Histopathologic findings of PLGA involving the nasopharynx. Hypercellular and compact tumor cells are arranged in irregularly shaped nests (A: H&E stain, ×10). Multiple tumor cell clusters are scattered in the pinkish stromal matrix between tumor nests, suggestive of an invasive front (B: H&E stain, ×40). Multifocal hemorrhagic foci are visible in the tumor cell nests (C: H&E stain, ×100). H&E: hematoxylin and eosin.

Fig. 5.

H&E stain results at higher magnification. Tumor cells arranged in papillary and cribriform patterns are observed (A: H&E stain, ×200). Mitotic figures are rare but present. Small- to medium-sized tumor cells with mildly hyperchromatic and oval nuclei are observed (B: H&E stain, ×400).

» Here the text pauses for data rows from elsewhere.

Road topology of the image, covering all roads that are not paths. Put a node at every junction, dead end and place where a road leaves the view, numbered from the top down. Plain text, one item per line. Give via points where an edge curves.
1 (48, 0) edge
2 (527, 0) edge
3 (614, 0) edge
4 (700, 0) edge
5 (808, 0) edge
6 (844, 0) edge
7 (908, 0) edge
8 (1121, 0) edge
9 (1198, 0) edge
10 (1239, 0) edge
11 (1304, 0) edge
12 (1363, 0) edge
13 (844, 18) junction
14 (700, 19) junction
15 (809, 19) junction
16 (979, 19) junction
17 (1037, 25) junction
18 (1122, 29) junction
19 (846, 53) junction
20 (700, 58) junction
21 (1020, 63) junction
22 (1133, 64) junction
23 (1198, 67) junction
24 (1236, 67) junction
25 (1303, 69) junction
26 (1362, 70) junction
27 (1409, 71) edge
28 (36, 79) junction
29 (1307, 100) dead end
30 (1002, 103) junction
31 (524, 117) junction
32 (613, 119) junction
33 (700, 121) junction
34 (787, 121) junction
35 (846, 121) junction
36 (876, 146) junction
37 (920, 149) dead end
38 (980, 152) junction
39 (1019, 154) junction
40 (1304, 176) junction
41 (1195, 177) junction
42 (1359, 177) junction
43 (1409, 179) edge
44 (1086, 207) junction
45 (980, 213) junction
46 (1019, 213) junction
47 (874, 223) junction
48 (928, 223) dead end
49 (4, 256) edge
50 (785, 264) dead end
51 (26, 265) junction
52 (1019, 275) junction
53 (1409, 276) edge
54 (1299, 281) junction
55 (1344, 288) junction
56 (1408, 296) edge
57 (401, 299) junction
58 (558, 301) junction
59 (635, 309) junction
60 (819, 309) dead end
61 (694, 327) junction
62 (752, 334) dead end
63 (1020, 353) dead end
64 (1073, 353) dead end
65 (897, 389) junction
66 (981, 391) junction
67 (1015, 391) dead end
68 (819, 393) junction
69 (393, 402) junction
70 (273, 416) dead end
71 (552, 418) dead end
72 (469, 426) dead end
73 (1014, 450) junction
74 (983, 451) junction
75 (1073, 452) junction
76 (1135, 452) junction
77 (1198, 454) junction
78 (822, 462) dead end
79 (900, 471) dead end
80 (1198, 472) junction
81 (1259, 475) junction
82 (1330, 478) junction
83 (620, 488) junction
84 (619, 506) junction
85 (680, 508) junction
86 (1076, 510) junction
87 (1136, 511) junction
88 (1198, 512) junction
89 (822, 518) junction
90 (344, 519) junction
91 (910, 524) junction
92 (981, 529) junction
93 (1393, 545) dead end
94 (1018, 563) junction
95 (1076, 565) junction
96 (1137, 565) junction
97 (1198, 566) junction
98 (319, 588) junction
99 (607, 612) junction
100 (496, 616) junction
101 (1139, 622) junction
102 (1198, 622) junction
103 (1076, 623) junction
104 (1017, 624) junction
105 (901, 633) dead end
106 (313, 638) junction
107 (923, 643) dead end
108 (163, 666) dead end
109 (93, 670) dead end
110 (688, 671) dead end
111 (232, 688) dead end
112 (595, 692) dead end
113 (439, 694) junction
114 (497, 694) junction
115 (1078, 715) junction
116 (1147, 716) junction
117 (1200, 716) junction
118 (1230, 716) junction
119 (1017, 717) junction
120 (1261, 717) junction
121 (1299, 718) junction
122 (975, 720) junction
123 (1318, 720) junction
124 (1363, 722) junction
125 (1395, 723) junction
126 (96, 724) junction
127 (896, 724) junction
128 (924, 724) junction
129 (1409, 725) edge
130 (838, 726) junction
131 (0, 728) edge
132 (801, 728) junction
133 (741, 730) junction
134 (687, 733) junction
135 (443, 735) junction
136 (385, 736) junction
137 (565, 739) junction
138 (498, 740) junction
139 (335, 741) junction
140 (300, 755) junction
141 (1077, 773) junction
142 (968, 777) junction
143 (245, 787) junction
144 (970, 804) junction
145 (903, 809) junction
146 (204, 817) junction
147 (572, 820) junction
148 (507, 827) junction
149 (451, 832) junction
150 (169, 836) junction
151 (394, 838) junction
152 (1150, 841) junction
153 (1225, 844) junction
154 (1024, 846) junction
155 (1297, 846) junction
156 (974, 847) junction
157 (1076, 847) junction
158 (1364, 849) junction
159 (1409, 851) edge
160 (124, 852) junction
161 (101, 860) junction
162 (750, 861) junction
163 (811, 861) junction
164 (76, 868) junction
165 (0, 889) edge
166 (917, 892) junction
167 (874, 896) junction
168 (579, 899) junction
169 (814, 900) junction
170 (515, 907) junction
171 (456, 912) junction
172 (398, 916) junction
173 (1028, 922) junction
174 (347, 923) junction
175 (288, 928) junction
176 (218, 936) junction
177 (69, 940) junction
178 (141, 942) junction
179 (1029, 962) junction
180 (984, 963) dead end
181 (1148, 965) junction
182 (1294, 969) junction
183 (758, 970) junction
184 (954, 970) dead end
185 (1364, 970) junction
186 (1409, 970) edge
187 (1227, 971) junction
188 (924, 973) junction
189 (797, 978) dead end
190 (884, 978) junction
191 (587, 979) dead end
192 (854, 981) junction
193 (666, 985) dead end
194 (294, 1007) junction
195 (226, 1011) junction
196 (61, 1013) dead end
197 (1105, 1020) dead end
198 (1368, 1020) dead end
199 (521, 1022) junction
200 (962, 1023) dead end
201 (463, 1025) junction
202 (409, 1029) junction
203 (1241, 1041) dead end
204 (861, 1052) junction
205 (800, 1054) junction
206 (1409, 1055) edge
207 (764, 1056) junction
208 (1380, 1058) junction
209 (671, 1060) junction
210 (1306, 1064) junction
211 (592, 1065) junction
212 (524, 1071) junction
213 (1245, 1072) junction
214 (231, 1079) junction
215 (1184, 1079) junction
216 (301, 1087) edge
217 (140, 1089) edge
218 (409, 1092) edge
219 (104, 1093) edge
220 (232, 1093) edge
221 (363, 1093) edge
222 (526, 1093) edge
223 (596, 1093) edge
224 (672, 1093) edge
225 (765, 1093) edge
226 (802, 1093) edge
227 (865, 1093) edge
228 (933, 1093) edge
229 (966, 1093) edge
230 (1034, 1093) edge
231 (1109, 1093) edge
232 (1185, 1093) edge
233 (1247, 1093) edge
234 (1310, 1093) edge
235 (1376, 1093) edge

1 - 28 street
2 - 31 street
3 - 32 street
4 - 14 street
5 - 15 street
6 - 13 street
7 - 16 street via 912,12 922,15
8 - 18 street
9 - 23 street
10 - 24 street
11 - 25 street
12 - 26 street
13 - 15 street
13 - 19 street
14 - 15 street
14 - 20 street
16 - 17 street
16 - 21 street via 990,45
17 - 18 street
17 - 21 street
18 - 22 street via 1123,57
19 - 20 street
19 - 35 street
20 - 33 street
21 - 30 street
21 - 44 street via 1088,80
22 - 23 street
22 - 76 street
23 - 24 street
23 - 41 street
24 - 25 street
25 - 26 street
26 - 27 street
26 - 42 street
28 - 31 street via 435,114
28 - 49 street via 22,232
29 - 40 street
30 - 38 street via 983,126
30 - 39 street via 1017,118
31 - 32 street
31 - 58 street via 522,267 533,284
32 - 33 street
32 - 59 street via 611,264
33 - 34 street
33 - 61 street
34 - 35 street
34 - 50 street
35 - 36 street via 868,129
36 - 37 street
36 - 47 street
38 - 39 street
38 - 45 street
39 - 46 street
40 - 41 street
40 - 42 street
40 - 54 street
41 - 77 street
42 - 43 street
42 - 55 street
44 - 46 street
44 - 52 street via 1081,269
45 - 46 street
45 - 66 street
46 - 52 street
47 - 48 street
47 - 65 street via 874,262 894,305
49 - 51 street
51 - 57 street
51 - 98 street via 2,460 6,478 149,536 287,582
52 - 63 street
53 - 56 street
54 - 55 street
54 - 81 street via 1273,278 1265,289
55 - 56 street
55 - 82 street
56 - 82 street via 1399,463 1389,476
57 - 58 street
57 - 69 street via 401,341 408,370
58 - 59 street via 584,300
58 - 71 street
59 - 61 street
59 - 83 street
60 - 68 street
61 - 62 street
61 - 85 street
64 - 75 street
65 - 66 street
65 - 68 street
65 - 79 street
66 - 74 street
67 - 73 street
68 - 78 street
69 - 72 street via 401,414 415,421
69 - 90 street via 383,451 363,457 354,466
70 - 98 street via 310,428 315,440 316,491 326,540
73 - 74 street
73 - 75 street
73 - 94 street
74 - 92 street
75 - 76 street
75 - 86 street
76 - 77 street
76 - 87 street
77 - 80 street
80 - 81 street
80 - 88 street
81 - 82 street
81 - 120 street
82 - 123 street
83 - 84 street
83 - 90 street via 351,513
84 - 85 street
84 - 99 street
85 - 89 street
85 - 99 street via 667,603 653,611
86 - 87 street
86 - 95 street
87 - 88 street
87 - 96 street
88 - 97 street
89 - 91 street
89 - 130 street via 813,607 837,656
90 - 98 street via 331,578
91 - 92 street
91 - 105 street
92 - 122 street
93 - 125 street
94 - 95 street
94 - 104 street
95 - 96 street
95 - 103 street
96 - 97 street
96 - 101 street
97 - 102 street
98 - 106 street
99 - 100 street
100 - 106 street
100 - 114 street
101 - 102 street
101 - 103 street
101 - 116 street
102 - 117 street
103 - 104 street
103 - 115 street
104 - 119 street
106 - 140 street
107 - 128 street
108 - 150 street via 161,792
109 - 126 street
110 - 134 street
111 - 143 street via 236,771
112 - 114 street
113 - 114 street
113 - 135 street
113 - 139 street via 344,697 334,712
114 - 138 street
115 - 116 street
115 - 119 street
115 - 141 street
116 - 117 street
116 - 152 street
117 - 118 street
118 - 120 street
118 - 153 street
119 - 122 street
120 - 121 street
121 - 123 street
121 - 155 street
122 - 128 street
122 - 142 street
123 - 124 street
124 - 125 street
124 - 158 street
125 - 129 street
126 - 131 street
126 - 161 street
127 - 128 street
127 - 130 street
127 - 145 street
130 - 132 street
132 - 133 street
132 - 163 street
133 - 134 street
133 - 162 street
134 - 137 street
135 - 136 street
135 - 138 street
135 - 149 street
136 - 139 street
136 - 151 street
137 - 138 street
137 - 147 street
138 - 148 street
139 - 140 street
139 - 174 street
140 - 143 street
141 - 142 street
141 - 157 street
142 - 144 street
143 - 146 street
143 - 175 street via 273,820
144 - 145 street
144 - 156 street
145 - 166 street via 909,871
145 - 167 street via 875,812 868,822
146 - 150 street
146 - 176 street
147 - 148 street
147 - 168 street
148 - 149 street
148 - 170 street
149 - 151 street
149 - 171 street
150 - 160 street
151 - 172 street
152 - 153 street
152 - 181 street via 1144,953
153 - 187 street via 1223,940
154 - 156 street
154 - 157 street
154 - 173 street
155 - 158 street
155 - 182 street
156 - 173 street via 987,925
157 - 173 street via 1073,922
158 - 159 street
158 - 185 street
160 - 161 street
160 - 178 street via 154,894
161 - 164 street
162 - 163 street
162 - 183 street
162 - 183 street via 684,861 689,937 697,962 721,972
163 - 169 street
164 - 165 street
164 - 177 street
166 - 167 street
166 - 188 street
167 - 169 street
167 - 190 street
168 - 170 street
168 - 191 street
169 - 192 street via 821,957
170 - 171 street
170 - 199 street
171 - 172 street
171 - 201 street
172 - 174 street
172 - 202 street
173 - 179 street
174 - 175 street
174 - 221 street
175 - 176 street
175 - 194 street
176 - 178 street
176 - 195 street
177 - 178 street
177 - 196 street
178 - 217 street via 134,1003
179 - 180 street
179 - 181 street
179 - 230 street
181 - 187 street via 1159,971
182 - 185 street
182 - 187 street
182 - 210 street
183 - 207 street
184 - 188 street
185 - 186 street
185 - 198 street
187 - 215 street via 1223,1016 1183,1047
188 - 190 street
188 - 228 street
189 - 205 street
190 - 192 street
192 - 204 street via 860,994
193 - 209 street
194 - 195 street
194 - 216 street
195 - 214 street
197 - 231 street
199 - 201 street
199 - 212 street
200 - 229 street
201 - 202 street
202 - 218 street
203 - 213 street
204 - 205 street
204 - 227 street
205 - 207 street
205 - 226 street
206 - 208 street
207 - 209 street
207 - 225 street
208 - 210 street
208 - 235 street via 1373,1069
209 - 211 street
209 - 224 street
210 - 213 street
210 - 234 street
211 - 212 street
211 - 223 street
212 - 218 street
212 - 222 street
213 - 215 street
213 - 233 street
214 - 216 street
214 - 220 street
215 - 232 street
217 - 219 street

Two foci of lymphovascular invasion are observed (C, D: H&E stain, ×400). H&E: hematoxylin and eosin.

Fig. 6.

Immunohistochemical findings. The tumor cells were positive for CK (×200) (A) and p63 (×400) (B); focal positive for EMA (×200) (C), SMA (×200) (D), and p53 (×400) (E); and 20% positive for Ki-67 (×200) (F). CK: cytokeratins, EMA: epithelial membrane antigen, SMA: smooth muscle antibody.

Fig. 7.

Endoscopic findings at 3 months (A), 12 months (B), and 24 months (C) show a clear surgical site (black arrow) and no recurrence after transnasal endoscopic surgery. The Eustachian tube orifice is clearly visible (white arrow).